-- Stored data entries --
-----
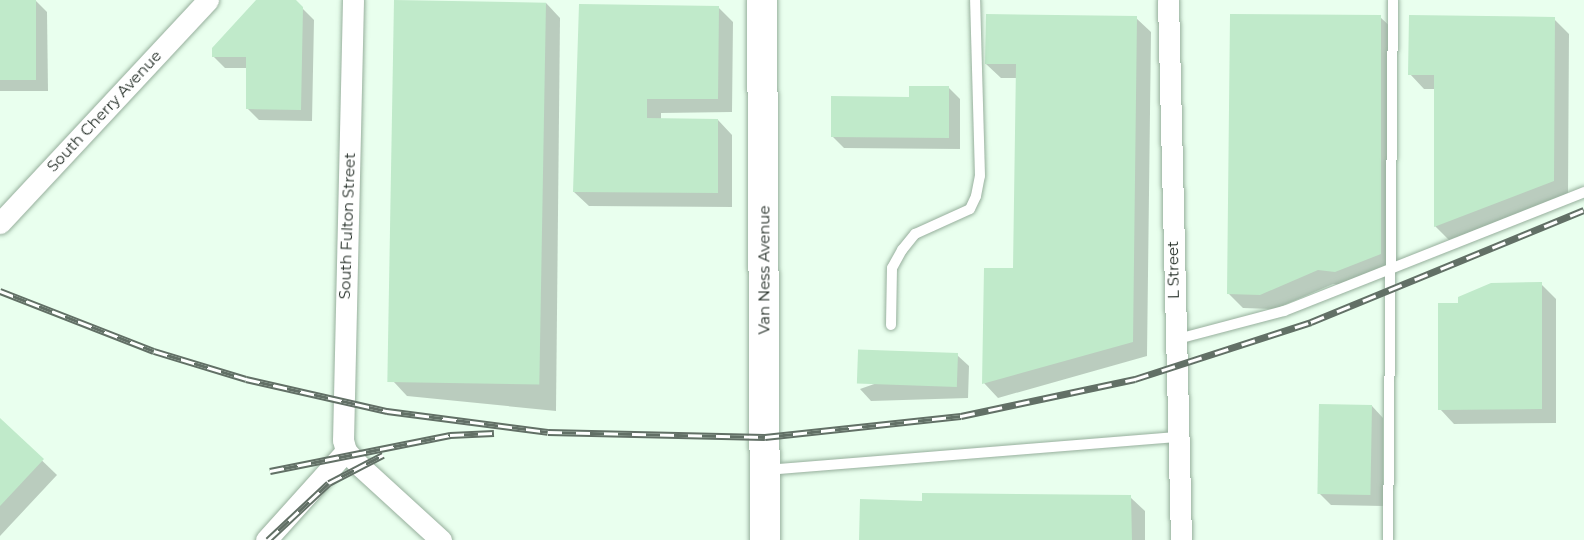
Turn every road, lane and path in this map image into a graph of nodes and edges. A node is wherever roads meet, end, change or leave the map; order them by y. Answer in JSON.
{"nodes":[{"id":1,"x":208,"y":0,"type":"edge"},
{"id":2,"x":353,"y":0,"type":"edge"},
{"id":3,"x":762,"y":0,"type":"edge"},
{"id":4,"x":975,"y":0,"type":"edge"},
{"id":5,"x":1168,"y":0,"type":"edge"},
{"id":6,"x":1394,"y":0,"type":"edge"},
{"id":7,"x":1584,"y":192,"type":"edge"},
{"id":8,"x":0,"y":222,"type":"edge"},
{"id":9,"x":1391,"y":269,"type":"junction"},
{"id":10,"x":891,"y":325,"type":"dead end"},
{"id":11,"x":1174,"y":340,"type":"junction"},
{"id":12,"x":1178,"y":437,"type":"junction"},
{"id":13,"x":346,"y":452,"type":"junction"},
{"id":14,"x":765,"y":470,"type":"junction"},
{"id":15,"x":266,"y":540,"type":"edge"},
{"id":16,"x":441,"y":540,"type":"edge"},
{"id":17,"x":765,"y":540,"type":"edge"},
{"id":18,"x":1181,"y":540,"type":"edge"},
{"id":19,"x":1388,"y":540,"type":"edge"}],
"edges":[{"from":1,"to":8,"type":"street","name":"South Cherry Avenue"},
{"from":2,"to":13,"type":"street","name":"South Fulton Street"},
{"from":3,"to":14,"type":"street","name":"Van Ness Avenue"},
{"from":4,"to":10,"type":"lane"},
{"from":5,"to":11,"type":"street","name":"L Street"},
{"from":6,"to":9,"type":"lane"},
{"from":7,"to":9,"type":"lane"},
{"from":9,"to":11,"type":"lane"},
{"from":9,"to":19,"type":"lane"},
{"from":11,"to":12,"type":"street","name":"L Street"},
{"from":12,"to":14,"type":"lane"},
{"from":12,"to":18,"type":"street","name":"L Street"},
{"from":13,"to":15,"type":"street"},
{"from":13,"to":16,"type":"street"},
{"from":14,"to":17,"type":"street","name":"Van Ness Avenue"}]}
-----
-- ASSIGNMENT --
Repeat the entries exactly and keep the pictures out of the copy.

-- TASK SOLUTION --
Turn every road, lane and path in this map image into a graph of nodes and edges. A node is wherever roads meet, end, change or leave the map; order them by y. Answer in JSON.
{"nodes":[{"id":1,"x":208,"y":0,"type":"edge"},
{"id":2,"x":353,"y":0,"type":"edge"},
{"id":3,"x":762,"y":0,"type":"edge"},
{"id":4,"x":975,"y":0,"type":"edge"},
{"id":5,"x":1168,"y":0,"type":"edge"},
{"id":6,"x":1394,"y":0,"type":"edge"},
{"id":7,"x":1584,"y":192,"type":"edge"},
{"id":8,"x":0,"y":222,"type":"edge"},
{"id":9,"x":1391,"y":269,"type":"junction"},
{"id":10,"x":891,"y":325,"type":"dead end"},
{"id":11,"x":1174,"y":340,"type":"junction"},
{"id":12,"x":1178,"y":437,"type":"junction"},
{"id":13,"x":346,"y":452,"type":"junction"},
{"id":14,"x":765,"y":470,"type":"junction"},
{"id":15,"x":266,"y":540,"type":"edge"},
{"id":16,"x":441,"y":540,"type":"edge"},
{"id":17,"x":765,"y":540,"type":"edge"},
{"id":18,"x":1181,"y":540,"type":"edge"},
{"id":19,"x":1388,"y":540,"type":"edge"}],
"edges":[{"from":1,"to":8,"type":"street","name":"South Cherry Avenue"},
{"from":2,"to":13,"type":"street","name":"South Fulton Street"},
{"from":3,"to":14,"type":"street","name":"Van Ness Avenue"},
{"from":4,"to":10,"type":"lane"},
{"from":5,"to":11,"type":"street","name":"L Street"},
{"from":6,"to":9,"type":"lane"},
{"from":7,"to":9,"type":"lane"},
{"from":9,"to":11,"type":"lane"},
{"from":9,"to":19,"type":"lane"},
{"from":11,"to":12,"type":"street","name":"L Street"},
{"from":12,"to":14,"type":"lane"},
{"from":12,"to":18,"type":"street","name":"L Street"},
{"from":13,"to":15,"type":"street"},
{"from":13,"to":16,"type":"street"},
{"from":14,"to":17,"type":"street","name":"Van Ness Avenue"}]}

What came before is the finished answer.